Work required » The answer should consist of all the records, copied exactly.

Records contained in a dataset
◆ ◆ ◆

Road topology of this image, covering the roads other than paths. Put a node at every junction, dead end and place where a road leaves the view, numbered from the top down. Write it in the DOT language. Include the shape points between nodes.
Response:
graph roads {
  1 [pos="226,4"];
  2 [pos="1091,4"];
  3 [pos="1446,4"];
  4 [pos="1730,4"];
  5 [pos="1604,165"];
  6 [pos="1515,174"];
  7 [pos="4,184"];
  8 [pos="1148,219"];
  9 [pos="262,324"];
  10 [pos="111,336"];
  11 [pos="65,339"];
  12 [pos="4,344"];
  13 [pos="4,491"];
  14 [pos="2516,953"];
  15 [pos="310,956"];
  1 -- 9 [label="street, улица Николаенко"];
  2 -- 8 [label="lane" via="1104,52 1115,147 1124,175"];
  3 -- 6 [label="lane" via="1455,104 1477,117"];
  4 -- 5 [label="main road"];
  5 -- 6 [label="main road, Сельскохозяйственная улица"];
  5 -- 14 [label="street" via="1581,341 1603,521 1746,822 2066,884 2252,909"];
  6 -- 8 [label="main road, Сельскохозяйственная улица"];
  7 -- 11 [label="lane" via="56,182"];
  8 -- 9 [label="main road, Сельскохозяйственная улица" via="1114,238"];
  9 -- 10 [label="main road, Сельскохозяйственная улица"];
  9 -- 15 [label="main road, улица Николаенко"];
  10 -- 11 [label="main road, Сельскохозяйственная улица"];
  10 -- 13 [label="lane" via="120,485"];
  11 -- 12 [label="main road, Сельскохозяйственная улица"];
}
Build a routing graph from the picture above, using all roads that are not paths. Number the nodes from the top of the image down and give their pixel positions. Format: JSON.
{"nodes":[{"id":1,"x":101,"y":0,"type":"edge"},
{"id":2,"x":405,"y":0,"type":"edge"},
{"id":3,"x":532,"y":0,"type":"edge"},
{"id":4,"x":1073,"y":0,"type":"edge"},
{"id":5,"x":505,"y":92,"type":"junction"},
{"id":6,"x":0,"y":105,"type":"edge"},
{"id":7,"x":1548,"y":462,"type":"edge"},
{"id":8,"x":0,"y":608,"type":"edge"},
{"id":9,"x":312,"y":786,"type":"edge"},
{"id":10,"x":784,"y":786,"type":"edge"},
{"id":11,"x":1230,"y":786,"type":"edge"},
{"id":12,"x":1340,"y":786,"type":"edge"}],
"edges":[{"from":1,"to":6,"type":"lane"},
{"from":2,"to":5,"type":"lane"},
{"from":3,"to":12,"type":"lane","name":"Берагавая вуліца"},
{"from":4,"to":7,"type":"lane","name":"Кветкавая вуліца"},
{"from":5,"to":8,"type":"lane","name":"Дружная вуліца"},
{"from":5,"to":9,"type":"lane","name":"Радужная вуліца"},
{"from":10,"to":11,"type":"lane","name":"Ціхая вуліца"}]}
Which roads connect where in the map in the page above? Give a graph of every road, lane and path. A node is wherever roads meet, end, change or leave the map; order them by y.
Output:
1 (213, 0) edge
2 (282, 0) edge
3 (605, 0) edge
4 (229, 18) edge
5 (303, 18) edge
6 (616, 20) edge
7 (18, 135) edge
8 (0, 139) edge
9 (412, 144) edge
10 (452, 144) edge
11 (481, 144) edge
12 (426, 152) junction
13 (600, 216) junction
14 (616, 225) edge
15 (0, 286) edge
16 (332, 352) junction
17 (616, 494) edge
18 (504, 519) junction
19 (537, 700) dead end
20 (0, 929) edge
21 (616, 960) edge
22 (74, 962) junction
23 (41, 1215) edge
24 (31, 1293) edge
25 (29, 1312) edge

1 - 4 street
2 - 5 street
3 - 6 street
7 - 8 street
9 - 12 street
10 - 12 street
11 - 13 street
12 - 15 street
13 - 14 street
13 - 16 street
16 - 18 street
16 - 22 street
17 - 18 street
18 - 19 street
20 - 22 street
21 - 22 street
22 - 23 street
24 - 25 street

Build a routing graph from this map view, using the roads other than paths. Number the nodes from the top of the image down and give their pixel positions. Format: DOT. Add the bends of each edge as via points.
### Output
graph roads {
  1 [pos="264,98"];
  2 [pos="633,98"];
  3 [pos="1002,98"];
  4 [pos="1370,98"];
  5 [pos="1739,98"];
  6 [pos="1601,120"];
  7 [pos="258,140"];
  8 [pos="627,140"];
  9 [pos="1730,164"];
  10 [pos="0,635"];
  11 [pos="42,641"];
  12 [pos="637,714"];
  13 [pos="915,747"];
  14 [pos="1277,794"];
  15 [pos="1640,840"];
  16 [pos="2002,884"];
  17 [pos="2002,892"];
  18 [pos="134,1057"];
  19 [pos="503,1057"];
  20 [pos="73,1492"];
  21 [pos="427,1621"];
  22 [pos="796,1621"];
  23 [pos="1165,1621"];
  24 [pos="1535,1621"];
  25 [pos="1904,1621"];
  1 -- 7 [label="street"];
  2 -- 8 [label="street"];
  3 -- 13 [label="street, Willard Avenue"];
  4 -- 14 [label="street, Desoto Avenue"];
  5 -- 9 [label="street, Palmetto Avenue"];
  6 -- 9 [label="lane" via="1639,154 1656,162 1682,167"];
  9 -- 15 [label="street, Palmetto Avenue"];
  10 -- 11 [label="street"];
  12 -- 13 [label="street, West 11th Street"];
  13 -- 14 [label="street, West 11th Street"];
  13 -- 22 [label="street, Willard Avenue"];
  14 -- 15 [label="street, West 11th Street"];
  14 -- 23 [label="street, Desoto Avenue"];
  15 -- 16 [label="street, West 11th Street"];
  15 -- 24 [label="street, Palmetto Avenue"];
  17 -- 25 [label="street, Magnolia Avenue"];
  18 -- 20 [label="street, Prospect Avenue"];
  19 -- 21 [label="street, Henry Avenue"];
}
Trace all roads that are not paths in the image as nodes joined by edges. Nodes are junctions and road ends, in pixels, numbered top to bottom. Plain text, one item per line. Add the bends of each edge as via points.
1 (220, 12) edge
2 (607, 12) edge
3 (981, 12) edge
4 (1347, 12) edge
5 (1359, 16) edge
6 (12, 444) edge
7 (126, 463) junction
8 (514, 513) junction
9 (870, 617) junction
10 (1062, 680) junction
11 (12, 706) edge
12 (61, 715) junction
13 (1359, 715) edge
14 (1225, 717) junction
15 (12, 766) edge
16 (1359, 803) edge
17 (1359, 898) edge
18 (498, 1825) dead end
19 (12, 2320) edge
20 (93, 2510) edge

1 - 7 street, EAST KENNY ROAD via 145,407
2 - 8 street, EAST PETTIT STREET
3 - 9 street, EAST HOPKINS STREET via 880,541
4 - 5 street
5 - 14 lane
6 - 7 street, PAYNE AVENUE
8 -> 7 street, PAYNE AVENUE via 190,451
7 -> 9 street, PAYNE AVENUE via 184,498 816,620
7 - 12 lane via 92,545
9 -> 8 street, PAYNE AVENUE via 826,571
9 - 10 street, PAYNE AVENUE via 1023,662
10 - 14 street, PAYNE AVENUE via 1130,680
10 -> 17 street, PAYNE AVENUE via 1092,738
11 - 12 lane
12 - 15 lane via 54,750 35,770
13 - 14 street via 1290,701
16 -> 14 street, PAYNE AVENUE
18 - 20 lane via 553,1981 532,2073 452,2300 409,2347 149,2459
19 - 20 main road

◆ ◆ ◆

Solution »
Road topology of this image, covering the roads other than paths. Put a node at every junction, dead end and place where a road leaves the view, numbered from the top down. Write it in the DOT language. Include the shape points between nodes.
Response:
graph roads {
  1 [pos="226,4"];
  2 [pos="1091,4"];
  3 [pos="1446,4"];
  4 [pos="1730,4"];
  5 [pos="1604,165"];
  6 [pos="1515,174"];
  7 [pos="4,184"];
  8 [pos="1148,219"];
  9 [pos="262,324"];
  10 [pos="111,336"];
  11 [pos="65,339"];
  12 [pos="4,344"];
  13 [pos="4,491"];
  14 [pos="2516,953"];
  15 [pos="310,956"];
  1 -- 9 [label="street, улица Николаенко"];
  2 -- 8 [label="lane" via="1104,52 1115,147 1124,175"];
  3 -- 6 [label="lane" via="1455,104 1477,117"];
  4 -- 5 [label="main road"];
  5 -- 6 [label="main road, Сельскохозяйственная улица"];
  5 -- 14 [label="street" via="1581,341 1603,521 1746,822 2066,884 2252,909"];
  6 -- 8 [label="main road, Сельскохозяйственная улица"];
  7 -- 11 [label="lane" via="56,182"];
  8 -- 9 [label="main road, Сельскохозяйственная улица" via="1114,238"];
  9 -- 10 [label="main road, Сельскохозяйственная улица"];
  9 -- 15 [label="main road, улица Николаенко"];
  10 -- 11 [label="main road, Сельскохозяйственная улица"];
  10 -- 13 [label="lane" via="120,485"];
  11 -- 12 [label="main road, Сельскохозяйственная улица"];
}
Build a routing graph from the picture above, using all roads that are not paths. Number the nodes from the top of the image down and give their pixel positions. Format: JSON.
{"nodes":[{"id":1,"x":101,"y":0,"type":"edge"},
{"id":2,"x":405,"y":0,"type":"edge"},
{"id":3,"x":532,"y":0,"type":"edge"},
{"id":4,"x":1073,"y":0,"type":"edge"},
{"id":5,"x":505,"y":92,"type":"junction"},
{"id":6,"x":0,"y":105,"type":"edge"},
{"id":7,"x":1548,"y":462,"type":"edge"},
{"id":8,"x":0,"y":608,"type":"edge"},
{"id":9,"x":312,"y":786,"type":"edge"},
{"id":10,"x":784,"y":786,"type":"edge"},
{"id":11,"x":1230,"y":786,"type":"edge"},
{"id":12,"x":1340,"y":786,"type":"edge"}],
"edges":[{"from":1,"to":6,"type":"lane"},
{"from":2,"to":5,"type":"lane"},
{"from":3,"to":12,"type":"lane","name":"Берагавая вуліца"},
{"from":4,"to":7,"type":"lane","name":"Кветкавая вуліца"},
{"from":5,"to":8,"type":"lane","name":"Дружная вуліца"},
{"from":5,"to":9,"type":"lane","name":"Радужная вуліца"},
{"from":10,"to":11,"type":"lane","name":"Ціхая вуліца"}]}
Which roads connect where in the map in the page above? Give a graph of every road, lane and path. A node is wherever roads meet, end, change or leave the map; order them by y.
Output:
1 (213, 0) edge
2 (282, 0) edge
3 (605, 0) edge
4 (229, 18) edge
5 (303, 18) edge
6 (616, 20) edge
7 (18, 135) edge
8 (0, 139) edge
9 (412, 144) edge
10 (452, 144) edge
11 (481, 144) edge
12 (426, 152) junction
13 (600, 216) junction
14 (616, 225) edge
15 (0, 286) edge
16 (332, 352) junction
17 (616, 494) edge
18 (504, 519) junction
19 (537, 700) dead end
20 (0, 929) edge
21 (616, 960) edge
22 (74, 962) junction
23 (41, 1215) edge
24 (31, 1293) edge
25 (29, 1312) edge

1 - 4 street
2 - 5 street
3 - 6 street
7 - 8 street
9 - 12 street
10 - 12 street
11 - 13 street
12 - 15 street
13 - 14 street
13 - 16 street
16 - 18 street
16 - 22 street
17 - 18 street
18 - 19 street
20 - 22 street
21 - 22 street
22 - 23 street
24 - 25 street

Build a routing graph from this map view, using the roads other than paths. Number the nodes from the top of the image down and give their pixel positions. Format: DOT. Add the bends of each edge as via points.
### Output
graph roads {
  1 [pos="264,98"];
  2 [pos="633,98"];
  3 [pos="1002,98"];
  4 [pos="1370,98"];
  5 [pos="1739,98"];
  6 [pos="1601,120"];
  7 [pos="258,140"];
  8 [pos="627,140"];
  9 [pos="1730,164"];
  10 [pos="0,635"];
  11 [pos="42,641"];
  12 [pos="637,714"];
  13 [pos="915,747"];
  14 [pos="1277,794"];
  15 [pos="1640,840"];
  16 [pos="2002,884"];
  17 [pos="2002,892"];
  18 [pos="134,1057"];
  19 [pos="503,1057"];
  20 [pos="73,1492"];
  21 [pos="427,1621"];
  22 [pos="796,1621"];
  23 [pos="1165,1621"];
  24 [pos="1535,1621"];
  25 [pos="1904,1621"];
  1 -- 7 [label="street"];
  2 -- 8 [label="street"];
  3 -- 13 [label="street, Willard Avenue"];
  4 -- 14 [label="street, Desoto Avenue"];
  5 -- 9 [label="street, Palmetto Avenue"];
  6 -- 9 [label="lane" via="1639,154 1656,162 1682,167"];
  9 -- 15 [label="street, Palmetto Avenue"];
  10 -- 11 [label="street"];
  12 -- 13 [label="street, West 11th Street"];
  13 -- 14 [label="street, West 11th Street"];
  13 -- 22 [label="street, Willard Avenue"];
  14 -- 15 [label="street, West 11th Street"];
  14 -- 23 [label="street, Desoto Avenue"];
  15 -- 16 [label="street, West 11th Street"];
  15 -- 24 [label="street, Palmetto Avenue"];
  17 -- 25 [label="street, Magnolia Avenue"];
  18 -- 20 [label="street, Prospect Avenue"];
  19 -- 21 [label="street, Henry Avenue"];
}
Trace all roads that are not paths in the image as nodes joined by edges. Nodes are junctions and road ends, in pixels, numbered top to bottom. Plain text, one item per line. Add the bends of each edge as via points.
1 (220, 12) edge
2 (607, 12) edge
3 (981, 12) edge
4 (1347, 12) edge
5 (1359, 16) edge
6 (12, 444) edge
7 (126, 463) junction
8 (514, 513) junction
9 (870, 617) junction
10 (1062, 680) junction
11 (12, 706) edge
12 (61, 715) junction
13 (1359, 715) edge
14 (1225, 717) junction
15 (12, 766) edge
16 (1359, 803) edge
17 (1359, 898) edge
18 (498, 1825) dead end
19 (12, 2320) edge
20 (93, 2510) edge

1 - 7 street, EAST KENNY ROAD via 145,407
2 - 8 street, EAST PETTIT STREET
3 - 9 street, EAST HOPKINS STREET via 880,541
4 - 5 street
5 - 14 lane
6 - 7 street, PAYNE AVENUE
8 -> 7 street, PAYNE AVENUE via 190,451
7 -> 9 street, PAYNE AVENUE via 184,498 816,620
7 - 12 lane via 92,545
9 -> 8 street, PAYNE AVENUE via 826,571
9 - 10 street, PAYNE AVENUE via 1023,662
10 - 14 street, PAYNE AVENUE via 1130,680
10 -> 17 street, PAYNE AVENUE via 1092,738
11 - 12 lane
12 - 15 lane via 54,750 35,770
13 - 14 street via 1290,701
16 -> 14 street, PAYNE AVENUE
18 - 20 lane via 553,1981 532,2073 452,2300 409,2347 149,2459
19 - 20 main road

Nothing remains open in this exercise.